Still, women saw the same first presidential debate men did last week, and some decided to give Romney a chance as a result — largely, in Greenberg’s view, because the president failed to convey that he understands what Americans struggling in this economy are going through.

Hopefully, he’ll do more of that in his next outing. But from what I can tell, the Obama team’s effort to make sure women aren’t abandoning the president en masse seems mostly to be focused on still more talk about choice.

The president and his surrogates gleefully pounced on Mitt Romney’s supposed attempt to fool women into thinking he supports abortion rights, though that’s not what I heard him say. And the first lady looked like she was going to cry when she talked on the stump this week about how reliably, solidly and down-to-the-bone pro-choice her husband is.

But since women are as closely divided as the population as a whole is on the abortion issue — with 49 to 45 percent favoring abortion rights, according to a recent USA Today-Gallup survey — the appeal to us has got to be significantly bigger than that.

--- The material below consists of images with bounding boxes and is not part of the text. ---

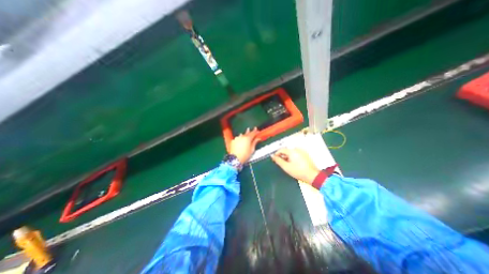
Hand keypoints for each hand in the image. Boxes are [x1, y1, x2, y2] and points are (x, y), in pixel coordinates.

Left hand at [231, 128, 260, 162]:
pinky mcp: (233, 141)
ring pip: (241, 135)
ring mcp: (237, 138)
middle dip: (250, 131)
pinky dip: (239, 138)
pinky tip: (240, 139)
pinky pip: (237, 138)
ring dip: (244, 134)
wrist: (235, 159)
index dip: (256, 132)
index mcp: (248, 138)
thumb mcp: (252, 149)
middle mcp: (242, 137)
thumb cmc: (245, 155)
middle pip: (247, 133)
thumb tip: (258, 138)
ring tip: (245, 133)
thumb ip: (254, 142)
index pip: (253, 133)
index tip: (258, 131)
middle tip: (252, 128)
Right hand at [271, 147, 321, 183]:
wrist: (312, 175)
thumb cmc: (298, 171)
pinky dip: (293, 157)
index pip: (281, 150)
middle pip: (286, 151)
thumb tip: (272, 156)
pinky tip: (293, 164)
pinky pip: (296, 154)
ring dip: (287, 157)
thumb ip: (278, 160)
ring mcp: (302, 151)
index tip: (274, 159)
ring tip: (287, 164)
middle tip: (280, 163)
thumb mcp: (286, 167)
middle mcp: (297, 149)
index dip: (276, 154)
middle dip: (282, 156)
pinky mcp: (305, 155)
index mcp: (292, 151)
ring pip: (291, 152)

In fact, the moderate, late-deciding, majority-female swing voters who the campaign still needs to reach at this point are not really the best audience for the one-note message that even the most casual news consumer must have fully grasped by now.

My Post colleague Karen Tumulty, who has written about Obama’s advantage with women in the key swing state of Virginia, notes that there has been a huge racial disparity in polling there, with Romney actually winning by 8 points among white women but Obama winning non-white women 91 to 8. Surveys there have also found that men and women held nearly opposite views of which candidate was better on the economy: Women said Obama was superior on that front, 52 to 39, while men said it was Romney, 51 to 40.

It’s on that issue that Obama has to make his case with both men and women if he really intends to win this thing. And maybe if there were more women in his inner circle, he’d know that.